In a previous article my friend Zyni wrote some variations on a list-flattening function1, some of which were ‘recursive’ and some of which ‘iterative’. Of course, the ones which claim to be iterative are, in fact, recursive: any procedure which traverses a recursively-defined data structure such as a tree of conses is necessarily recursive. The ‘iterative’ versions just use an explicitly-maintained stack rather than the implicit stack provided by the language. That makes sense only if stack space is very small compared to the heap and must therefore be conserved. And, well, for many systems that’s true. But it is small only because we have administratively decided it should be small: the stack is just memory. If there is plenty of memory for the heap, there is plenty for the stack.
There are, or may be, arguments for why stacks needed to be small on ancient machines. The history is fascinating, but it is not relevant to today’s systems, other than tiny embedded ones. The persistent view of modern machines as giant PDP–11s has been a blight for well over two decades now: it needs to stop.
The argument that the stack should be small often seems to be that, if it’s not, people will write programs which run away. That’s spurious: if such a program is, in fact, iterative, then good compilers will eliminate the tail calls and it will not use stack: a small limit on the stack will not help.
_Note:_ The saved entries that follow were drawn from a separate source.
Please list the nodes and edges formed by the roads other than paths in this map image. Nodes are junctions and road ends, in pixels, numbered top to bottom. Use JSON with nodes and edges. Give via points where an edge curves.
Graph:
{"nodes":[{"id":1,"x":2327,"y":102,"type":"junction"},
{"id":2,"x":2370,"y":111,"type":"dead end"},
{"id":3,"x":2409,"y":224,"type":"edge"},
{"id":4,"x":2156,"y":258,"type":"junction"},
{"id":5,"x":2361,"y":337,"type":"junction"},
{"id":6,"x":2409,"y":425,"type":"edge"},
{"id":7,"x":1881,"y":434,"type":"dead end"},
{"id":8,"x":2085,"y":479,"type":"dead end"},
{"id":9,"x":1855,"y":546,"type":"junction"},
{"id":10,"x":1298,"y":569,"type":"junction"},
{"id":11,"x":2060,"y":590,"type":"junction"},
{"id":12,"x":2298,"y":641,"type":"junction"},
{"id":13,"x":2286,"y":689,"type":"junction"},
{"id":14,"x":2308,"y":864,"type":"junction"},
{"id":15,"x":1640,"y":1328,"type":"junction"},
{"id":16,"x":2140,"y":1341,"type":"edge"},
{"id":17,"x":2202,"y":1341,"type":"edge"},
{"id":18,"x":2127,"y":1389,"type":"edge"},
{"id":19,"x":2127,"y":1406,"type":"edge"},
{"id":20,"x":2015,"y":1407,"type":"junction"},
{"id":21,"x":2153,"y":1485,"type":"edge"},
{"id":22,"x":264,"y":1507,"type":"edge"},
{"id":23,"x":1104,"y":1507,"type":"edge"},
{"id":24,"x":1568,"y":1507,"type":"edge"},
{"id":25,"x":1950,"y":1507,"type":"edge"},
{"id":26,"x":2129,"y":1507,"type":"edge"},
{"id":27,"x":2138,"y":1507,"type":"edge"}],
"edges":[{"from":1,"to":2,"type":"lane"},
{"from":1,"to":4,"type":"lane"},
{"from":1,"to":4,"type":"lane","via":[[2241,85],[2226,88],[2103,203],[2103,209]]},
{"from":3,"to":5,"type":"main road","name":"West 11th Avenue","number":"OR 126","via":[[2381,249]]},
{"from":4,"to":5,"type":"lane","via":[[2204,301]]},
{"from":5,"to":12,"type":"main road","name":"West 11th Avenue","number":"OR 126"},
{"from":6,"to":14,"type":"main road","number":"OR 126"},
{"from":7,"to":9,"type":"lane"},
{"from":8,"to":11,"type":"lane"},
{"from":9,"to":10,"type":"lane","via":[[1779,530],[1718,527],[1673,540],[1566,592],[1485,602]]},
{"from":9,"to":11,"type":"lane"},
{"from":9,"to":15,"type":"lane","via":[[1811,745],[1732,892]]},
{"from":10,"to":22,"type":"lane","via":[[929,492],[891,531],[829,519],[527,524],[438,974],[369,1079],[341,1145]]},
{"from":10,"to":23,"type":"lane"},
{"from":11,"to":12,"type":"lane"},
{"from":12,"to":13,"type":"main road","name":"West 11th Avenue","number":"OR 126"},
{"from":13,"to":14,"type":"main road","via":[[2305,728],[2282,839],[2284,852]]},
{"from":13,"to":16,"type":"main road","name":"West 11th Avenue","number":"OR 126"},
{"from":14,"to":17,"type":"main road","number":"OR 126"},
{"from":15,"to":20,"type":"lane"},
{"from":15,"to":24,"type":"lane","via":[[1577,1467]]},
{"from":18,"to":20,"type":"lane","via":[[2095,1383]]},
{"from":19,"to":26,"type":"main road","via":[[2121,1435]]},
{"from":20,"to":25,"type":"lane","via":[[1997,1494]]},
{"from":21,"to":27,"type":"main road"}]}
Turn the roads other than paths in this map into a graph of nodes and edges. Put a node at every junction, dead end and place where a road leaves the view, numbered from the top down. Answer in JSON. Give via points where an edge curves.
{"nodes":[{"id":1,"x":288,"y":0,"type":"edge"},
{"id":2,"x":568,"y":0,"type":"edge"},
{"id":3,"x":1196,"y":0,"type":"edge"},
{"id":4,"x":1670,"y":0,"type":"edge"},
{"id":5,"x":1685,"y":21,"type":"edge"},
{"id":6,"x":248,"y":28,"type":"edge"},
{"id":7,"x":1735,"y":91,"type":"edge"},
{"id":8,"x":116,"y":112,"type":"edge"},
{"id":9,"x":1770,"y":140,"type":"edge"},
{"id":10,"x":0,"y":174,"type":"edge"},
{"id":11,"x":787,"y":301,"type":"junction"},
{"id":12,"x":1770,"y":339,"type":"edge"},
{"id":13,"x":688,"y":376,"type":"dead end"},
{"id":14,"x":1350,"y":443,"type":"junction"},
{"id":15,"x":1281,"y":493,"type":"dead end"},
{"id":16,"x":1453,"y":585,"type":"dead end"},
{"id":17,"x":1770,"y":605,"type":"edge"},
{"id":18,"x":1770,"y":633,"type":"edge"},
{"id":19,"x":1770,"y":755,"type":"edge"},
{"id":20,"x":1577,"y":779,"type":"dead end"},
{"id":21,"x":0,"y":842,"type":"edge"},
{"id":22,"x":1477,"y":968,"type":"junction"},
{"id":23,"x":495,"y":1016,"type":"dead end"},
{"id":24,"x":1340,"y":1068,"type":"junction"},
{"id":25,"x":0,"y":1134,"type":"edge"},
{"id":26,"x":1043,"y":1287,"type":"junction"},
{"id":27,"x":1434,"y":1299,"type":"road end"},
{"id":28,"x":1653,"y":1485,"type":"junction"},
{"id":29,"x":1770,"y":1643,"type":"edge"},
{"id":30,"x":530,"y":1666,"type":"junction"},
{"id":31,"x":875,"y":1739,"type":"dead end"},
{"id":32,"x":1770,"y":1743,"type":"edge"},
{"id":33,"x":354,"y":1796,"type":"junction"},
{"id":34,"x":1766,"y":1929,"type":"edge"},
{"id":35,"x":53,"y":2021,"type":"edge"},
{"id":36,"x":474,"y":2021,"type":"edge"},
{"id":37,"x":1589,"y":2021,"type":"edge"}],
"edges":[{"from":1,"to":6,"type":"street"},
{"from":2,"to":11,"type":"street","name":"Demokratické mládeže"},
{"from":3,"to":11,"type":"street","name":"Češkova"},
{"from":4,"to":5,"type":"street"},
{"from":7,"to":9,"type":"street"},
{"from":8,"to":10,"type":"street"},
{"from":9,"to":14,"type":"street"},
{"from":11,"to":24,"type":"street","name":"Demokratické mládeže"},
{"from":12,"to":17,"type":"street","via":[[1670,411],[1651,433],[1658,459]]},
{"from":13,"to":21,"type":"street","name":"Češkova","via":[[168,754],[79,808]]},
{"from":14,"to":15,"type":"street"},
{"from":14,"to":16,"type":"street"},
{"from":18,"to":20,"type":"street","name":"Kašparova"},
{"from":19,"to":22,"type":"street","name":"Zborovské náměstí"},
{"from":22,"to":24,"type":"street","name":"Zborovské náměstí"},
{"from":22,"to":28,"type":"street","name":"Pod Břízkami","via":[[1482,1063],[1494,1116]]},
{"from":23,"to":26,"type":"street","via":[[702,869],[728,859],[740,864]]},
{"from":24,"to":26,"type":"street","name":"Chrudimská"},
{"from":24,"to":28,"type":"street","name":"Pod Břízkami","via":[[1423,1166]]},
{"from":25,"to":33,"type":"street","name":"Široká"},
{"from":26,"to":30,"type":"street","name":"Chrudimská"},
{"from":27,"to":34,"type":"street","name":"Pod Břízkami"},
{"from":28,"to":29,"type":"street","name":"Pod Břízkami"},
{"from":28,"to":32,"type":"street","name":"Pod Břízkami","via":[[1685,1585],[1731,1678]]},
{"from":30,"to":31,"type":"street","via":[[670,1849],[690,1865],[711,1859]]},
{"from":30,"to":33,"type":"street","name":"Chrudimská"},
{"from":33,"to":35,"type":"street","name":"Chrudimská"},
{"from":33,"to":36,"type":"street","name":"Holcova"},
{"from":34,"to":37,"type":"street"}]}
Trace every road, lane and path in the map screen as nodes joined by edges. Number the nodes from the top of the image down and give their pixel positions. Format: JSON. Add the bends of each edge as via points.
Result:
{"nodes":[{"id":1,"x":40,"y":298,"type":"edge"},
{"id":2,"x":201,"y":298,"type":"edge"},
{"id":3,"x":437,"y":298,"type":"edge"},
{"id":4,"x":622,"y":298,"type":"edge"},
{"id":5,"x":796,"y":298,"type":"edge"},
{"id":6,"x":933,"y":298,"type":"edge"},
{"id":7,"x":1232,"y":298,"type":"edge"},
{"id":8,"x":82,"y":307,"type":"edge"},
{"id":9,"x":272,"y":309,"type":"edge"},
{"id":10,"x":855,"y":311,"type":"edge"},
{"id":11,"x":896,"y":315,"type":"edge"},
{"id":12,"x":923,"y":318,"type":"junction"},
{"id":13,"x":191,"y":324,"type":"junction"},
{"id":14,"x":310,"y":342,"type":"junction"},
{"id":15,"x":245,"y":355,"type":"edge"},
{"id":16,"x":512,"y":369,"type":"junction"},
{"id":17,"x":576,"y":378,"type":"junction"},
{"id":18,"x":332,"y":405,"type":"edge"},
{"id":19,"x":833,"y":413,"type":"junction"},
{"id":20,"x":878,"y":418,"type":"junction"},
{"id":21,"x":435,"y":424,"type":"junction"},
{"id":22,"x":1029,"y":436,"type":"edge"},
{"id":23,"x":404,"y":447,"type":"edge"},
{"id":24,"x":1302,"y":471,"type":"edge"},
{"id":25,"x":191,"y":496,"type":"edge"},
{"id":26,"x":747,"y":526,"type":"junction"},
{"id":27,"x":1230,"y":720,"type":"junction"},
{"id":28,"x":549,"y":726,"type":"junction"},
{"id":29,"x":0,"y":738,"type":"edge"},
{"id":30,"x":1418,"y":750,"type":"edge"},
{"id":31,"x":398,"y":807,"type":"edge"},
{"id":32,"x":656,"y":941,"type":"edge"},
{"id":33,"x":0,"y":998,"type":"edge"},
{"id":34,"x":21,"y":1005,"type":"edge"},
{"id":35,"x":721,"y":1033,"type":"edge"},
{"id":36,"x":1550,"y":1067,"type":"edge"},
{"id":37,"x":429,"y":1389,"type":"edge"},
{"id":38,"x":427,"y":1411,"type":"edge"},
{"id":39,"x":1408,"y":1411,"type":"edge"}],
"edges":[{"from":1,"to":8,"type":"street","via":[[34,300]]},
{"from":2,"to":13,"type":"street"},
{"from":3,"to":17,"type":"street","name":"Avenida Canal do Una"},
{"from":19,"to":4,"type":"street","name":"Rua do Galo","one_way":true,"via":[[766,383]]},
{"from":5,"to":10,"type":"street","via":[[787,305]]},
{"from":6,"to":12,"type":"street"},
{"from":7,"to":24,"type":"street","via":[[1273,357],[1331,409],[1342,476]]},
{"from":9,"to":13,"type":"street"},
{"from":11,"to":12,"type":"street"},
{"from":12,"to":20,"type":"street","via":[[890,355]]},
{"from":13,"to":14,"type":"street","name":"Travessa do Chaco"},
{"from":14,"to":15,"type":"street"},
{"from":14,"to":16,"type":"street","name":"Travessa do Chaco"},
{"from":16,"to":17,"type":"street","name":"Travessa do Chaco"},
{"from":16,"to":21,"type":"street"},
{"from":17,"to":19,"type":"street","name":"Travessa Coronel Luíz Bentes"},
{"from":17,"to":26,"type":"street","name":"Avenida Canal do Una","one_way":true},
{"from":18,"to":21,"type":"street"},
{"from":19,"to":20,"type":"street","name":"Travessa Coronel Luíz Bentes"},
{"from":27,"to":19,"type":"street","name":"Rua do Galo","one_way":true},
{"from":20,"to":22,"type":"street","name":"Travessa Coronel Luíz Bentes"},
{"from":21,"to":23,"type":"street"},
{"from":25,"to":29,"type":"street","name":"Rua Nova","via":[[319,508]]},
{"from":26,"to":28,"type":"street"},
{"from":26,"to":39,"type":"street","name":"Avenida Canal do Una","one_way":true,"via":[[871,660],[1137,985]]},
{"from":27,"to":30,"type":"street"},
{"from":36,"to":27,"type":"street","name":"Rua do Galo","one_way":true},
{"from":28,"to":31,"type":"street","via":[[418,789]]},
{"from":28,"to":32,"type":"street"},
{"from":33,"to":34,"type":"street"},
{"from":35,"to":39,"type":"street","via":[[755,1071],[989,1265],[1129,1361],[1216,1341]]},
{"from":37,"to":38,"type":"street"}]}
If it’s really recursive then why should it run out of storage before its conversion to a program which manages the stack explicitly does? Of course that’s exactly what compilers which do CPS conversion already do: programs written using compilers which do that won’t have these weird stack limits in the first place. But it should not be necessary to rely on a CPS-converting compiler, or to write in continuation-passing style manually to avoid stack usage: it should be used for other reasons, because the stack is not, in fact, expensive.
Still less should people feel the need to write programs which explicitly manage a stack except in extraordinary cases.
There need to be some limits on stack size, just as there need to be some limits on heap size, but making the limit on stack size far smaller than the limit on heap size simply encourages people to believe things which aren’t true, and to live in fear of recursive programs.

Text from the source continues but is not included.